___ Data supplied ___
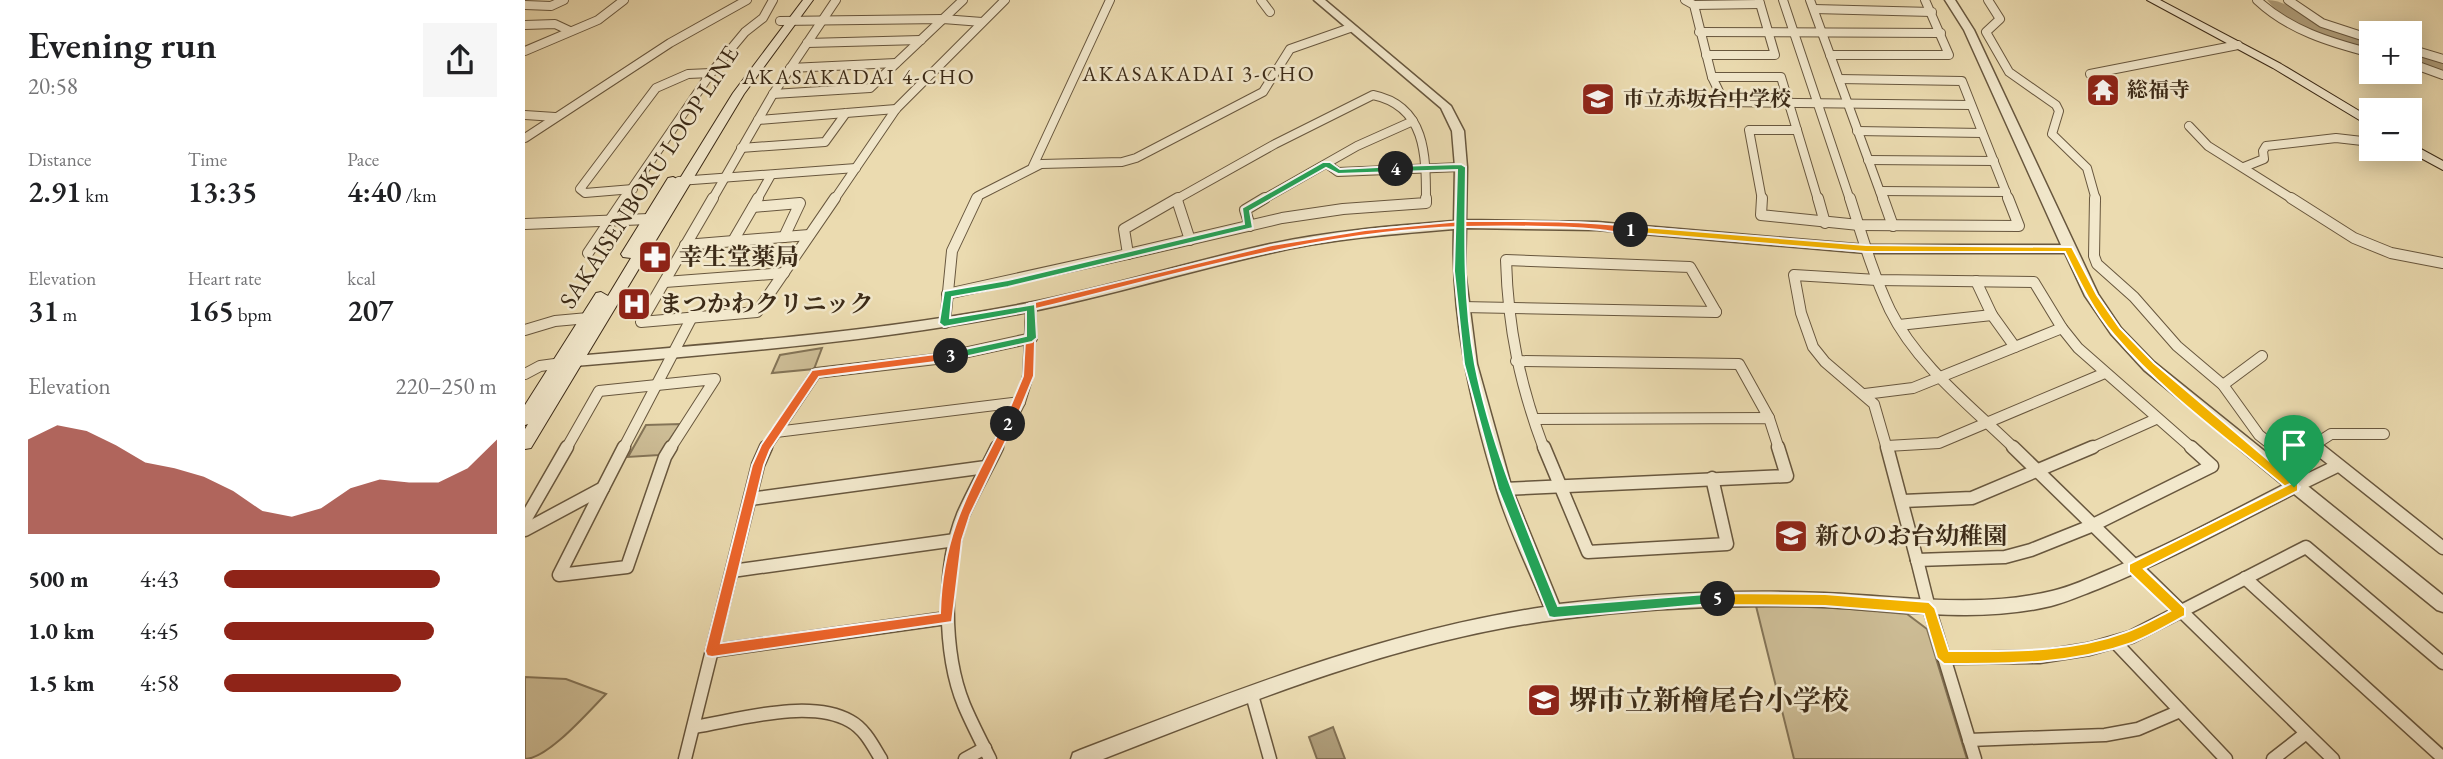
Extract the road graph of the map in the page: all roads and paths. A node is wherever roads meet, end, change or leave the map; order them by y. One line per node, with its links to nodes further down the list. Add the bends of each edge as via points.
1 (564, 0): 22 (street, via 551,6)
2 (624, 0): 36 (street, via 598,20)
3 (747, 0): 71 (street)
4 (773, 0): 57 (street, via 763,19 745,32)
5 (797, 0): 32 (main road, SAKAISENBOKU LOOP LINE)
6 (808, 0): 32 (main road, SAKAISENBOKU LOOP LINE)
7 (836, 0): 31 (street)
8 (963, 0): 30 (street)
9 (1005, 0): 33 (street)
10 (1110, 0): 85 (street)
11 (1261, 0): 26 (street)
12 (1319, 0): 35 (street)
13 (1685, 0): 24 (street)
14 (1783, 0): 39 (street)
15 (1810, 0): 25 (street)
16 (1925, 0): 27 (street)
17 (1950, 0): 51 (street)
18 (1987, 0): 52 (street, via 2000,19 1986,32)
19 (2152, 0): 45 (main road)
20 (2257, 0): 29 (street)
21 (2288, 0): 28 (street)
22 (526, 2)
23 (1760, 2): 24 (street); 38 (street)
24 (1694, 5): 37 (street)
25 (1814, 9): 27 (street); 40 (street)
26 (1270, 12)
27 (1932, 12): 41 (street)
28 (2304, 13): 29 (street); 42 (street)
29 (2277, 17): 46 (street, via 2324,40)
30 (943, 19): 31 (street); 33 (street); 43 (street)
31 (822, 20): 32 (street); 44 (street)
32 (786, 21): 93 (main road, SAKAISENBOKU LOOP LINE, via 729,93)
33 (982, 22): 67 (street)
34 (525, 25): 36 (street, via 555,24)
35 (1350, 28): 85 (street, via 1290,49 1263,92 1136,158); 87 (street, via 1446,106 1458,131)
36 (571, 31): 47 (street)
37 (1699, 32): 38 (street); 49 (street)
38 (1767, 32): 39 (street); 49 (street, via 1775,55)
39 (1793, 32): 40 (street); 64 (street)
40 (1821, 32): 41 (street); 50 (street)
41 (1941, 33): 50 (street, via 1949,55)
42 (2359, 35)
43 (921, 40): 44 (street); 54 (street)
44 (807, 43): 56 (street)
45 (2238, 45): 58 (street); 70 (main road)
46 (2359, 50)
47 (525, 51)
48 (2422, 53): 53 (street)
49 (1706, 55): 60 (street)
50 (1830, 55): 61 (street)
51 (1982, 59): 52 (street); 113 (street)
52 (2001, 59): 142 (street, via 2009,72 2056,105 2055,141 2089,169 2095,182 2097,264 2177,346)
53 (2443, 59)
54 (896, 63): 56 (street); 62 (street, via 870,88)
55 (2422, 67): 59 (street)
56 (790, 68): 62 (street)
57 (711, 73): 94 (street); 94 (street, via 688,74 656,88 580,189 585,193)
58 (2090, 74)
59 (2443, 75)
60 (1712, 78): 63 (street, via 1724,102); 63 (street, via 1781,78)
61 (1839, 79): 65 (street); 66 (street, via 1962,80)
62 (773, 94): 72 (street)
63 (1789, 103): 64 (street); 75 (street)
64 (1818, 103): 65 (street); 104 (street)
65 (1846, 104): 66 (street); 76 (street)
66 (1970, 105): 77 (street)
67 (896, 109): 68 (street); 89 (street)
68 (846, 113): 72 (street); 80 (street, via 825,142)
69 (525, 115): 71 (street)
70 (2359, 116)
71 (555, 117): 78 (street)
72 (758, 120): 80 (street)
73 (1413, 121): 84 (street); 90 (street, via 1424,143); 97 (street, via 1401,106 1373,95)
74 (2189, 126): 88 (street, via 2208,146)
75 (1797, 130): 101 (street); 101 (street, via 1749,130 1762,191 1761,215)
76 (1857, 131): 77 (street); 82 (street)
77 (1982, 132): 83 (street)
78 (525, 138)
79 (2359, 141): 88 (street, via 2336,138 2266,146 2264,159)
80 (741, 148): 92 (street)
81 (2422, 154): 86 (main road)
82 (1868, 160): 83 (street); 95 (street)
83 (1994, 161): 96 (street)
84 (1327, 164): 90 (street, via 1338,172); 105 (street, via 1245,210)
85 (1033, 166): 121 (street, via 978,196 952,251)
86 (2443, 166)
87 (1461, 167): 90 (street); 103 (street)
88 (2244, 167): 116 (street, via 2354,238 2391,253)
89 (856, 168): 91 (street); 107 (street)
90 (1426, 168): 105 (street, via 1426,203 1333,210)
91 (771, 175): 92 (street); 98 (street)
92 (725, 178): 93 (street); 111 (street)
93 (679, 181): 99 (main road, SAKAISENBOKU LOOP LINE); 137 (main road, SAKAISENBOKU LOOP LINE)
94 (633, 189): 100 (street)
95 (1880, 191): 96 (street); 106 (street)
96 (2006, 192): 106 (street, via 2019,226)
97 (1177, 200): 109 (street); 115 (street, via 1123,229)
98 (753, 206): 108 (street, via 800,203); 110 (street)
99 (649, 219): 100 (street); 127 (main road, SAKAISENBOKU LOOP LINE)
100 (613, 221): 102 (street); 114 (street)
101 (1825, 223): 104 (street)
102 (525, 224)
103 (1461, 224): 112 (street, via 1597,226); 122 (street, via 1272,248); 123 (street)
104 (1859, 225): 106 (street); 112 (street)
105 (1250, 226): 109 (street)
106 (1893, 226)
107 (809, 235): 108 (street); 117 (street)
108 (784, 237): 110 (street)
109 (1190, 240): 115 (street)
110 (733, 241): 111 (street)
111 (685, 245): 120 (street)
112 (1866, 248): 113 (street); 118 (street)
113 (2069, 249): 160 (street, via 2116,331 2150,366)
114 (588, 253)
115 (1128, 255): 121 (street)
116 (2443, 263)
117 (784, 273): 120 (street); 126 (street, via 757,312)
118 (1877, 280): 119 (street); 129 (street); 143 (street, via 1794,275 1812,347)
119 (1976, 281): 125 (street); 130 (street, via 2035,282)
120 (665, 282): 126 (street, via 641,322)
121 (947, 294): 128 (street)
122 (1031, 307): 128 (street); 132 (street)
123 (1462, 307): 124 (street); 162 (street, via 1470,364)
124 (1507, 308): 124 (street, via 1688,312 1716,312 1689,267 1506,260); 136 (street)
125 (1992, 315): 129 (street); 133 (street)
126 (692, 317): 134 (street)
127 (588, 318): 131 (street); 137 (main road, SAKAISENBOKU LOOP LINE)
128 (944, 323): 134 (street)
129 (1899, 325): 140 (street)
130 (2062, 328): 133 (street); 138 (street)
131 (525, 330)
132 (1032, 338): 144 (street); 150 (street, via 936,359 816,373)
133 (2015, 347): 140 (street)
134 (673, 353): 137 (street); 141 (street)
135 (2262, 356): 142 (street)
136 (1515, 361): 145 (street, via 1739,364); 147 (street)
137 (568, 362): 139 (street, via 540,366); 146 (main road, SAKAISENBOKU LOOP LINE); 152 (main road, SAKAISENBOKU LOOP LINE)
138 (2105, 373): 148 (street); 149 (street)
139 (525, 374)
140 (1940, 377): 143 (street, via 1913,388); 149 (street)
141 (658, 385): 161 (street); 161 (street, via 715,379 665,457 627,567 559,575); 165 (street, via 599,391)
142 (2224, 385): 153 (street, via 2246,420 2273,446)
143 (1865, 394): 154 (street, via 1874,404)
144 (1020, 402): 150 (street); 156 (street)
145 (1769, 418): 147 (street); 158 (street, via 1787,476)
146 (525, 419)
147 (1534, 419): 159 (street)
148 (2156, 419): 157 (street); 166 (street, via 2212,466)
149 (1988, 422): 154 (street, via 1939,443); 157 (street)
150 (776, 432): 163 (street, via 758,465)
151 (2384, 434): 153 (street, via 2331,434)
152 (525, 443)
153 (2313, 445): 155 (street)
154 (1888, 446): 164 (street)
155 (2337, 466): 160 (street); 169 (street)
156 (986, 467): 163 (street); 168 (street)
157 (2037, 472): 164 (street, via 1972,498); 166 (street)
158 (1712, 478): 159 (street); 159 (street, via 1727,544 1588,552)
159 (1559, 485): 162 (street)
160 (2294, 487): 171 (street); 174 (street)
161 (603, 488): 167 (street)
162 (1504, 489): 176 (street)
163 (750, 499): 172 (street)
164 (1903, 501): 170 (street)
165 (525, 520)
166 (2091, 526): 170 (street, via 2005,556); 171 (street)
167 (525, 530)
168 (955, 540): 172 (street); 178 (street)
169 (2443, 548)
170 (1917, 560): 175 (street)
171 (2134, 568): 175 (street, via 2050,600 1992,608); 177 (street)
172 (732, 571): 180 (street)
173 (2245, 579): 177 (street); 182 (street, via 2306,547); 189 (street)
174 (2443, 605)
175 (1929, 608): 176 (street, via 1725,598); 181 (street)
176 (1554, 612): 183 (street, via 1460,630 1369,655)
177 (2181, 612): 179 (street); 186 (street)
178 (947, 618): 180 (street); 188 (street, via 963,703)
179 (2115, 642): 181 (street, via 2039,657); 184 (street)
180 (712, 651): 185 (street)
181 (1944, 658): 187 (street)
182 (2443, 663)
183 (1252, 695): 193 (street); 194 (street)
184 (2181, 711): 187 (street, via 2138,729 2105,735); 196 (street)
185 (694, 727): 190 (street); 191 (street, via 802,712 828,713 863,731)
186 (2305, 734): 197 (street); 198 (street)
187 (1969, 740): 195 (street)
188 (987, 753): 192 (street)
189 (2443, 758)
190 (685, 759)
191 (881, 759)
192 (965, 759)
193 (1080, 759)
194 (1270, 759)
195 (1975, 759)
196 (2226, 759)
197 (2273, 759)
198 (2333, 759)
___
Look through the lines above and collect those with the word "main".

• [Reply]:
5 (797, 0): 32 (main road, SAKAISENBOKU LOOP LINE)
6 (808, 0): 32 (main road, SAKAISENBOKU LOOP LINE)
19 (2152, 0): 45 (main road)
32 (786, 21): 93 (main road, SAKAISENBOKU LOOP LINE, via 729,93)
45 (2238, 45): 58 (street); 70 (main road)
81 (2422, 154): 86 (main road)
93 (679, 181): 99 (main road, SAKAISENBOKU LOOP LINE); 137 (main road, SAKAISENBOKU LOOP LINE)
99 (649, 219): 100 (street); 127 (main road, SAKAISENBOKU LOOP LINE)
127 (588, 318): 131 (street); 137 (main road, SAKAISENBOKU LOOP LINE)
137 (568, 362): 139 (street, via 540,366); 146 (main road, SAKAISENBOKU LOOP LINE); 152 (main road, SAKAISENBOKU LOOP LINE)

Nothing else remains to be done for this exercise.